Sembra proprio che nulla possa scalfire le convinzioni di quest’uomo, questo “manager vecchio stampo” (ora “non-executive director” della joint venture anglo-russa TNK-BP), più preoccupato delle conseguenze per la sua compagnia (ed i suoi azionisti) che di quelle per l’ambiente e le popolazioni coinvolte in una delle peggiori catastrofi ambientali della storia umana. Una tragedia di cui, al di là delle opinioni e dei vittimismi più o meno leciti, le responsabilità restano ancora tutte da chiarire, e da ricercare all’interno della British Petroleum, la compagnia che l’ha causata. Responsabilità ancora più grandi e dai risvolti decisamente inquietanti, se si pensa che la sciagura si poteva evitare.
La storia è nota, ma vale la pena ricordarla. Tyrone Benton, un operaio della Deepwater Horizon sopravvissuto all’esplosione della piattaforma dello scorso 20 aprile, affermò poco dopo la tragedia che il colosso petrolifero era a conoscenza dei problemi al sistema di sicurezza, il Blowout Preventer (BOP), accusando la propria azienda di averlo saputo già alcune settimane prima che questo esplodesse. Il BOP è un dispositivo utilizzato nella perforazione petrolifera con il compito di mettere in sicurezza i pozzi durante la perforazione, nel caso in cui i fluidi presenti nel sottosuolo dovessero accidentalmente migrare all’esterno. Ha la funzione di chiudere il pozzo in situazioni di emergenza, otturando la sua sezione in caso di blowout, appunto, ed impedendo la fuoriuscita di gas o idrocarburi dallo stesso (riducendo così il rischio di incendi o esplosioni, oltre che di asfissie o avvelenamenti per il personale). Insomma, ha la possibilità, in caso di pericolo, di bloccare il flusso di petrolio dalla condotta principale, in modo da evitare disastri come quello accaduto. Un BOP che aveva dei problemi, sulla piattaforma BP, ma che è stato ignorato.
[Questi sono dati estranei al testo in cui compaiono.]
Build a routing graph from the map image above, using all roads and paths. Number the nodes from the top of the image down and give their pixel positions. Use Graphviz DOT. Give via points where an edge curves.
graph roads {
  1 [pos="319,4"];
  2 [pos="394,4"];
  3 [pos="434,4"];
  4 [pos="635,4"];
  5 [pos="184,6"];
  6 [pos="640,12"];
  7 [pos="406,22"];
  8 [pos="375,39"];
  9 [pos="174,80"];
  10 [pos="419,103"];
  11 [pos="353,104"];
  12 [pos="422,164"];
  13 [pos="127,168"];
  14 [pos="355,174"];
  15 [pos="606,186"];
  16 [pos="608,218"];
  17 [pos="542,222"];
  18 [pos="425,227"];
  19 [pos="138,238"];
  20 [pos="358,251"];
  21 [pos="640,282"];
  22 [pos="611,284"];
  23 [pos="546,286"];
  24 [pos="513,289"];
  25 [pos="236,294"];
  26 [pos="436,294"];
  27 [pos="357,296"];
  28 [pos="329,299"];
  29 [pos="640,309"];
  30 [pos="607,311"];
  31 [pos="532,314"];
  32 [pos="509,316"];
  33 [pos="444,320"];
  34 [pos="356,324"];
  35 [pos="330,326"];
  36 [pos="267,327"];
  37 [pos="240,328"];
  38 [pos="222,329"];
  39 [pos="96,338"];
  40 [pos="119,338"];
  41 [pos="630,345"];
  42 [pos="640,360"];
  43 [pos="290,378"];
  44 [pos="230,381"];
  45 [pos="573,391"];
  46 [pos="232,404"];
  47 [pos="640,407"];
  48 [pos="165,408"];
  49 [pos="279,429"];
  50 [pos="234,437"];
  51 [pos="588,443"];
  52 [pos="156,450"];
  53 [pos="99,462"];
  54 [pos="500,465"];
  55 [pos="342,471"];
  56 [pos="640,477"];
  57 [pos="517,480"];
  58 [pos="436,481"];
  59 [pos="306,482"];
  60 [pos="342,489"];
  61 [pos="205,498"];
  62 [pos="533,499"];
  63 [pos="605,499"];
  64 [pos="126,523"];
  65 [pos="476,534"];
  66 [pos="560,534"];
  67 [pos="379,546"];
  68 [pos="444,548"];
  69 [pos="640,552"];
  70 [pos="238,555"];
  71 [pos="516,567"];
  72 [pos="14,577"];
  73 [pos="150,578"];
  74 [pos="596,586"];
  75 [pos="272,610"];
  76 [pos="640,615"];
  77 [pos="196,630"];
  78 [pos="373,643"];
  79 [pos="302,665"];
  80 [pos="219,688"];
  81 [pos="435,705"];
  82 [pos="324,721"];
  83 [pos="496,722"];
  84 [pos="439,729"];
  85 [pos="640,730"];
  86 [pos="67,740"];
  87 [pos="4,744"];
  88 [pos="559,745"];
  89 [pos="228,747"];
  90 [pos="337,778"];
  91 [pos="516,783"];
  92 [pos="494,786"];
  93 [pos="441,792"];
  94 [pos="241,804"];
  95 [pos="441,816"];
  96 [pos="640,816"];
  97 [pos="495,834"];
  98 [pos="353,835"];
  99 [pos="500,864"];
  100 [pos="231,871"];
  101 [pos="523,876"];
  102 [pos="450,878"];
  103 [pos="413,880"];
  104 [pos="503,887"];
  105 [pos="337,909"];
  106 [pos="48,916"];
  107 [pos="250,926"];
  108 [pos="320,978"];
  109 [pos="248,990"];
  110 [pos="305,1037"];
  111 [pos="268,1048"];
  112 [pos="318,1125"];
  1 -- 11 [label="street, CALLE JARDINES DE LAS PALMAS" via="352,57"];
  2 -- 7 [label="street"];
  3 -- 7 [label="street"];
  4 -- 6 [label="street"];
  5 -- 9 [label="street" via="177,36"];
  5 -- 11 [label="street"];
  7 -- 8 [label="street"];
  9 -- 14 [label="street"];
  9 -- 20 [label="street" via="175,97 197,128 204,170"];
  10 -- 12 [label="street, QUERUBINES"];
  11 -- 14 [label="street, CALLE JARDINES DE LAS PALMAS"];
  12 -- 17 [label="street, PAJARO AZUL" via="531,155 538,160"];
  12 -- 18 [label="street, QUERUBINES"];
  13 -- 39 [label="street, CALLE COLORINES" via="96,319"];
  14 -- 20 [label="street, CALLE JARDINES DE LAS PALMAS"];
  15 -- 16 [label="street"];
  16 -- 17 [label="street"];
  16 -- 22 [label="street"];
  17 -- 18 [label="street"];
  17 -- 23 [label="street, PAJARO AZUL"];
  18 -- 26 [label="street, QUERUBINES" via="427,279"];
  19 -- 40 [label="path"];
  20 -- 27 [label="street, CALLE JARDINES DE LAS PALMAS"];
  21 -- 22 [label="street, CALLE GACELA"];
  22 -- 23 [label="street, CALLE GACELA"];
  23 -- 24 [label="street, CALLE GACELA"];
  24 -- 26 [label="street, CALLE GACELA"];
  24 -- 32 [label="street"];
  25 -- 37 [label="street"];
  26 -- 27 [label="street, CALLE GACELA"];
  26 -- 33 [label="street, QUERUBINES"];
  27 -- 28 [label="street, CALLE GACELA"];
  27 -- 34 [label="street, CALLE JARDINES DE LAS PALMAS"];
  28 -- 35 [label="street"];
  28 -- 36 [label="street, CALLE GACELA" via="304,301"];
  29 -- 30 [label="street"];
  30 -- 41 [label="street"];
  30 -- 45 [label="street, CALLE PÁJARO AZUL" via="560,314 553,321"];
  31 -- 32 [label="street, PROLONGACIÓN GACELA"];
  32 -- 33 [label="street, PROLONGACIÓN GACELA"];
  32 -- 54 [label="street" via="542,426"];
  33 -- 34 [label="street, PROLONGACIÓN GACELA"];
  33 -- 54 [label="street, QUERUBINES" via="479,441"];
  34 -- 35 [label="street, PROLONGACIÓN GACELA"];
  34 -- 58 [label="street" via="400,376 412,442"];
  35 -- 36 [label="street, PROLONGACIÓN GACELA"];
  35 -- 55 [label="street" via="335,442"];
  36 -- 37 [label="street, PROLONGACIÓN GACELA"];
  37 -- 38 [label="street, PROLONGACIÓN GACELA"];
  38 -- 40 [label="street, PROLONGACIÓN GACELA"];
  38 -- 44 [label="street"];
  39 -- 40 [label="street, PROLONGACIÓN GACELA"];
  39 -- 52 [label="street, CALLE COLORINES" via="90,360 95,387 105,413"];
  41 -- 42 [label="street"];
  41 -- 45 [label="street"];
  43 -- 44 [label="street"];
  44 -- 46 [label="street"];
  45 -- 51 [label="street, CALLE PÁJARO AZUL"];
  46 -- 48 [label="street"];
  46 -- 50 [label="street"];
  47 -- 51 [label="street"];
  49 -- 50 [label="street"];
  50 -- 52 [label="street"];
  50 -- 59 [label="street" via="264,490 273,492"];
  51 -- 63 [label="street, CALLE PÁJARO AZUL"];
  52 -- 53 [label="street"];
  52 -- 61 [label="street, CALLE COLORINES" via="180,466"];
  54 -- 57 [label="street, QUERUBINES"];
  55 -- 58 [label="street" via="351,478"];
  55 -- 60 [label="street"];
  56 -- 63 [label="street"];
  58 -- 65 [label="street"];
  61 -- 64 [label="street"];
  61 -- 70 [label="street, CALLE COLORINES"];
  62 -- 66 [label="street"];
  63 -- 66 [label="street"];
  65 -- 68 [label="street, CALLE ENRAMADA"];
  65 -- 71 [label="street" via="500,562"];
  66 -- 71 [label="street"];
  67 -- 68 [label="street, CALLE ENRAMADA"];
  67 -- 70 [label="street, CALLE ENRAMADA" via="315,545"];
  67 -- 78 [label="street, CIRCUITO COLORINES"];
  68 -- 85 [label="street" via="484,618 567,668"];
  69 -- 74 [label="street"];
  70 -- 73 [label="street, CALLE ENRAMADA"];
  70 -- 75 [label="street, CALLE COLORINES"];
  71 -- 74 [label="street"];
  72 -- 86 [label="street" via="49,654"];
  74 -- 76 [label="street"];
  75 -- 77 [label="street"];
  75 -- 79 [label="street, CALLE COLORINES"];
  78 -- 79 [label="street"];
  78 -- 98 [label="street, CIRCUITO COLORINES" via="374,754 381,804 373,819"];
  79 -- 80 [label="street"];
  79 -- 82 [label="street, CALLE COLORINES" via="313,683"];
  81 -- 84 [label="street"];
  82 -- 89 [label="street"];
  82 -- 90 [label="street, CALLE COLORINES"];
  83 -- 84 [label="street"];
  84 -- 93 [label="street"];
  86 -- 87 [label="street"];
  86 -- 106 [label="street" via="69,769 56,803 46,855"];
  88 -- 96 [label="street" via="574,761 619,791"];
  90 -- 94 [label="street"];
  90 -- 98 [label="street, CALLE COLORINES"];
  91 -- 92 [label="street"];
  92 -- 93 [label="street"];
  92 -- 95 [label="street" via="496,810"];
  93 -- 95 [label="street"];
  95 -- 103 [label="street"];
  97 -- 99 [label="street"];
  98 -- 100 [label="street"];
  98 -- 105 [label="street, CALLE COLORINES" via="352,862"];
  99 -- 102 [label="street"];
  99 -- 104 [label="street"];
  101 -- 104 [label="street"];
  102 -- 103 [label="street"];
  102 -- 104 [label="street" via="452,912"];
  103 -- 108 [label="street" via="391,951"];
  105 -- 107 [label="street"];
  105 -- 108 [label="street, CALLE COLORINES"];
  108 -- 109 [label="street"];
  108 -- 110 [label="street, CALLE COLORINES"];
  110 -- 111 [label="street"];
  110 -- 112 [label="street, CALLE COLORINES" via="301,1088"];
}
Quelle dell’operaio superstite sono accuse gravi: «Abbiamo notato una perdita sull’unità di controllo – aveva affermato Benton alla BBC quando rilasciò queste dichiarazioni – e abbiamo informato gli uomini della compagnia: si trovavano in una postazione dalla quale potevano spegnere l’unità e accenderne un’altra, così da non dover necessariamente interrompere la produzione». E così è stato fatto, attivando un’altra unità di produzione. Ma ignorando il Blowout Preventer. Perché? Perché andare a toccare il sistema di sicurezza «sarebbe costato alla BP 500 mila dollari al giorno». Una spesa imprevista, ma soprattutto una potenziale brutta sorpresa per i propri azionisti al momento della spartizione degli utili. Che, per essere evitata, ha portato i vertici BP a decidere di lasciar perdere. Vertici che oggi, attraverso colui che ne era a capo, si lamentano dell’inflessibilità dell’opinione pubblica mondiale.